The dispersants are known to be mutagenic, a disturbing fact that could be evidenced in the seafood deformities. Shrimp, for example, have a life-cycle short enough that two to three generations have existed since BP's disaster began, giving the chemicals time to enter the genome.
Dr Andrew Whitehead, an associate professor of biology at Louisiana State University, co-authored the report Genomic and physiological footprint of the Deepwater Horizon oil spill on resident marsh fishes that was published in the journal Proceedings of the National Academy of Sciences in October 2011.
Whitehead's work is of critical importance, as it shows a direct link between BP's oil and the negative impacts on the Gulf's food web evidenced by studies on killifish before, during and after the oil disaster.
"What we found is a very clear, genome-wide signal, a very clear signal of exposure to the toxic components of oil that coincided with the timing and the locations of the oil," Whitehead told Al Jazeera during an interview in his lab.
(snip)
"Impacts on those species are more than likely going to propagate out and effect other species. What this shows is a very direct link from exposure to DWH oil and a clear biological effect. And a clear biological effect that could translate to population level long-term consequences."
Bobby Jindahl's office as well as BP gave statements about how extensively everything is being tested and state that it's "safe for human health." The FDA directed Al Jazeera to talk to NOAA but NOAA refused to comment citing pending litigation against BP. Let's hope they at least, are paying attention.
We are really witnessing only the beginning of the fallout from this disaster. While sea creatures with mutated genomes may not actively contain oil or toxic chemicals, how will these mutations impact their survival? Fishers interviewed in that article are reporting massive decreases in the catches. I don't see how BP can ever make this right. How do you compensate a country for wiping out one of their richest sources of food?
Magnifico did a diary yesterday Congress fails to learn lessons from 2010 Gulf of Mexico BP oil spill disaster in which he reviewed the finding of the Oil Spill Commission's 1st report card on the Deepwater Horizon Spill; "Assessing Progress: Implementing the Recommendations of the National Oil Spill Commission" (pdf).
From the report:
In just the past 10 months, at least 3 offshore oil and gas rigs around the world have experienced significant leaks, demonstrating again and again how risky this activity is and emphasizing the need for the types of controls and protections the Commission called for. The risks will only increase as drilling moves into deeper waters with harsher, less familiar environmental conditions. Delays in taking the necessary precautions threaten new disasters, and their occurrence could, in turn, seriously threaten the nation’s energy security. Everyone will benefit if the needed improvements are made properly and expeditiously.

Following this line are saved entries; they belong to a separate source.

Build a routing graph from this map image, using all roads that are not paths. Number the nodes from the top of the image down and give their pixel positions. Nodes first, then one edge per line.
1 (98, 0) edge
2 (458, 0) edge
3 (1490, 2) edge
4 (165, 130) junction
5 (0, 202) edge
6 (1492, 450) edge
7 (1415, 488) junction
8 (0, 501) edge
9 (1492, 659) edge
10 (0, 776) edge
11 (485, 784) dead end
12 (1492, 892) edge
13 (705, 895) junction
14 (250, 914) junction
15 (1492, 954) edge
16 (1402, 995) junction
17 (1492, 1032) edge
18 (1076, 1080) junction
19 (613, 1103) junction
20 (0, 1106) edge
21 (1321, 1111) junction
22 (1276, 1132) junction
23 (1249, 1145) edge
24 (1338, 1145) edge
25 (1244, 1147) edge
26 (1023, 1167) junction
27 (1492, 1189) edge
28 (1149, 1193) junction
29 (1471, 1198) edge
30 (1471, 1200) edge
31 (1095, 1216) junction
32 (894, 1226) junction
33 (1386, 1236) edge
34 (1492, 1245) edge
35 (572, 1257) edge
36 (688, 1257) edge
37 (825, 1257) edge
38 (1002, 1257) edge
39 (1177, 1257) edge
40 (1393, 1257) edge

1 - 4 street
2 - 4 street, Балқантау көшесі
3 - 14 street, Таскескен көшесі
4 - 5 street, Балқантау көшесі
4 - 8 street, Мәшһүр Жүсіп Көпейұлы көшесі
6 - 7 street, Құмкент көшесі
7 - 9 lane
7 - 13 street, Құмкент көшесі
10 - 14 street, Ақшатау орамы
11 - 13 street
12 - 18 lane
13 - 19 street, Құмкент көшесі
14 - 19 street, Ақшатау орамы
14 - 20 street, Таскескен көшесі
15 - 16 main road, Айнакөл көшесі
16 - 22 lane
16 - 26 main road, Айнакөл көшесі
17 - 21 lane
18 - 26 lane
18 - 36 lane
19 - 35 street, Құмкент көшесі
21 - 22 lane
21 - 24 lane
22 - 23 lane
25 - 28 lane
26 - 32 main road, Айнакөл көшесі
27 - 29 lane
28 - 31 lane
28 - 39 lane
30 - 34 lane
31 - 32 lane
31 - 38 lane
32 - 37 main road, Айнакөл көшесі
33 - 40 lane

Two years have passed since the Deepwater Horizon disaster. Not only has Congress not enacted any legislation recommended by the Commission, the have actually authored legislation that would increase the likelihood of a repeat.
...the House has passed several bills (for example, HR 1229, 1230, and 1231) containing provisions, such as requirements that extensive offshore areas be leased without adequate review, that actually run contrary to what the Commission concluded was essential for safe, prudent, responsible development of offshore oil resources.
The impact of the Deepwater Horizon spill is going to be felt in the Gulf for a generation. We should be doing everything possible to ensure there is no repeat of this nightmare.
9:06 AM PT: Thanks for getting this on the rec list. In the midst of our national conversation on expanding drilling and the price of oil, I think this needs to be factored into the cost.